Every line of the material is to be repeated exactly as it stands.

START SOURCE DATA

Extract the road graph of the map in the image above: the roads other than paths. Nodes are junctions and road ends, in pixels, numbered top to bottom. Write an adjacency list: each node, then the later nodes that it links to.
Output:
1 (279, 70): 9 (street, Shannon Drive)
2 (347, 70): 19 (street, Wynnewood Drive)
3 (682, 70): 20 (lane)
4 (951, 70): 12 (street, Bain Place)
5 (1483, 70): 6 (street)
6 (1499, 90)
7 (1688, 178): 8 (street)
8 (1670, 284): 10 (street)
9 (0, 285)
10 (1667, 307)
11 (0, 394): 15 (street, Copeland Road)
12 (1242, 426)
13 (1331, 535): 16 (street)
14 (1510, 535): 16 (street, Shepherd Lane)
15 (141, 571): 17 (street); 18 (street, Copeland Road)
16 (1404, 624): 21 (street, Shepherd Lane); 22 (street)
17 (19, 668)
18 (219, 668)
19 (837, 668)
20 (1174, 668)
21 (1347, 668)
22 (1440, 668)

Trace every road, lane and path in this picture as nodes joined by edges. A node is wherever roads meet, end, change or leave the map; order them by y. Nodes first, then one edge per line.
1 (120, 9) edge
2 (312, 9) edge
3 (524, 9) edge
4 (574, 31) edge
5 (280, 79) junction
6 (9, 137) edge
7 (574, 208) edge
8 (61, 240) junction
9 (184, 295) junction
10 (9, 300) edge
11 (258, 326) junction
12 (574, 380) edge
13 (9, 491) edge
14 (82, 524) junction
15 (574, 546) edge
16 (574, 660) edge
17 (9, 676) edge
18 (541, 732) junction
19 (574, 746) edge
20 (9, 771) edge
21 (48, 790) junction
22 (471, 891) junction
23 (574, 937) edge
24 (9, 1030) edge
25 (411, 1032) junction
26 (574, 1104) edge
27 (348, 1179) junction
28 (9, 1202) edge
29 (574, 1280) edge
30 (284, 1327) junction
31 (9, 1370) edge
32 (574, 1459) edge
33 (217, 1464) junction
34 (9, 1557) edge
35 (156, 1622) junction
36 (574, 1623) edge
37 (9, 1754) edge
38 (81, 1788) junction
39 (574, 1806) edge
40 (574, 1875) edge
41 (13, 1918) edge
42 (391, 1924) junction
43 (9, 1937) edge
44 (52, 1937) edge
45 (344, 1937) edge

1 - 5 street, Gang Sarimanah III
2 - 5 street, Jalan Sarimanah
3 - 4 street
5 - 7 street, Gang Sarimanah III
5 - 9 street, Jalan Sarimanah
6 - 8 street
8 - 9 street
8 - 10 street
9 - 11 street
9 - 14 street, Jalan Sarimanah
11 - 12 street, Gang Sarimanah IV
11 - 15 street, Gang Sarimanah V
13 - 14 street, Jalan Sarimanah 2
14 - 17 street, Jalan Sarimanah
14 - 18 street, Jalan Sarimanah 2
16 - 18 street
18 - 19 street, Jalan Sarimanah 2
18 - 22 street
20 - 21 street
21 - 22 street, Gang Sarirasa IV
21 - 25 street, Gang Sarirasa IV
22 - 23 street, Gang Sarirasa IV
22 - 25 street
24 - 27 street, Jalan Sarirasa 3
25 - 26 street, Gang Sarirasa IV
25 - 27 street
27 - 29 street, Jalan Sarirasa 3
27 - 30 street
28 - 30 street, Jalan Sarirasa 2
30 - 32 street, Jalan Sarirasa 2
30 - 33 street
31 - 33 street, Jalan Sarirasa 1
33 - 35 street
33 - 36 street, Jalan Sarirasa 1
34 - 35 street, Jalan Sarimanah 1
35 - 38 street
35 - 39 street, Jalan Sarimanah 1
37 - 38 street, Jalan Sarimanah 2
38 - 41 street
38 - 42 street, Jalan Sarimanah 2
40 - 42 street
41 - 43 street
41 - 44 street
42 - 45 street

END SOURCE DATA

• [RESULT OF THIS TASK]:
Extract the road graph of the map in the image above: the roads other than paths. Nodes are junctions and road ends, in pixels, numbered top to bottom. Write an adjacency list: each node, then the later nodes that it links to.
Output:
1 (279, 70): 9 (street, Shannon Drive)
2 (347, 70): 19 (street, Wynnewood Drive)
3 (682, 70): 20 (lane)
4 (951, 70): 12 (street, Bain Place)
5 (1483, 70): 6 (street)
6 (1499, 90)
7 (1688, 178): 8 (street)
8 (1670, 284): 10 (street)
9 (0, 285)
10 (1667, 307)
11 (0, 394): 15 (street, Copeland Road)
12 (1242, 426)
13 (1331, 535): 16 (street)
14 (1510, 535): 16 (street, Shepherd Lane)
15 (141, 571): 17 (street); 18 (street, Copeland Road)
16 (1404, 624): 21 (street, Shepherd Lane); 22 (street)
17 (19, 668)
18 (219, 668)
19 (837, 668)
20 (1174, 668)
21 (1347, 668)
22 (1440, 668)

Trace every road, lane and path in this picture as nodes joined by edges. A node is wherever roads meet, end, change or leave the map; order them by y. Nodes first, then one edge per line.
1 (120, 9) edge
2 (312, 9) edge
3 (524, 9) edge
4 (574, 31) edge
5 (280, 79) junction
6 (9, 137) edge
7 (574, 208) edge
8 (61, 240) junction
9 (184, 295) junction
10 (9, 300) edge
11 (258, 326) junction
12 (574, 380) edge
13 (9, 491) edge
14 (82, 524) junction
15 (574, 546) edge
16 (574, 660) edge
17 (9, 676) edge
18 (541, 732) junction
19 (574, 746) edge
20 (9, 771) edge
21 (48, 790) junction
22 (471, 891) junction
23 (574, 937) edge
24 (9, 1030) edge
25 (411, 1032) junction
26 (574, 1104) edge
27 (348, 1179) junction
28 (9, 1202) edge
29 (574, 1280) edge
30 (284, 1327) junction
31 (9, 1370) edge
32 (574, 1459) edge
33 (217, 1464) junction
34 (9, 1557) edge
35 (156, 1622) junction
36 (574, 1623) edge
37 (9, 1754) edge
38 (81, 1788) junction
39 (574, 1806) edge
40 (574, 1875) edge
41 (13, 1918) edge
42 (391, 1924) junction
43 (9, 1937) edge
44 (52, 1937) edge
45 (344, 1937) edge

1 - 5 street, Gang Sarimanah III
2 - 5 street, Jalan Sarimanah
3 - 4 street
5 - 7 street, Gang Sarimanah III
5 - 9 street, Jalan Sarimanah
6 - 8 street
8 - 9 street
8 - 10 street
9 - 11 street
9 - 14 street, Jalan Sarimanah
11 - 12 street, Gang Sarimanah IV
11 - 15 street, Gang Sarimanah V
13 - 14 street, Jalan Sarimanah 2
14 - 17 street, Jalan Sarimanah
14 - 18 street, Jalan Sarimanah 2
16 - 18 street
18 - 19 street, Jalan Sarimanah 2
18 - 22 street
20 - 21 street
21 - 22 street, Gang Sarirasa IV
21 - 25 street, Gang Sarirasa IV
22 - 23 street, Gang Sarirasa IV
22 - 25 street
24 - 27 street, Jalan Sarirasa 3
25 - 26 street, Gang Sarirasa IV
25 - 27 street
27 - 29 street, Jalan Sarirasa 3
27 - 30 street
28 - 30 street, Jalan Sarirasa 2
30 - 32 street, Jalan Sarirasa 2
30 - 33 street
31 - 33 street, Jalan Sarirasa 1
33 - 35 street
33 - 36 street, Jalan Sarirasa 1
34 - 35 street, Jalan Sarimanah 1
35 - 38 street
35 - 39 street, Jalan Sarimanah 1
37 - 38 street, Jalan Sarimanah 2
38 - 41 street
38 - 42 street, Jalan Sarimanah 2
40 - 42 street
41 - 43 street
41 - 44 street
42 - 45 street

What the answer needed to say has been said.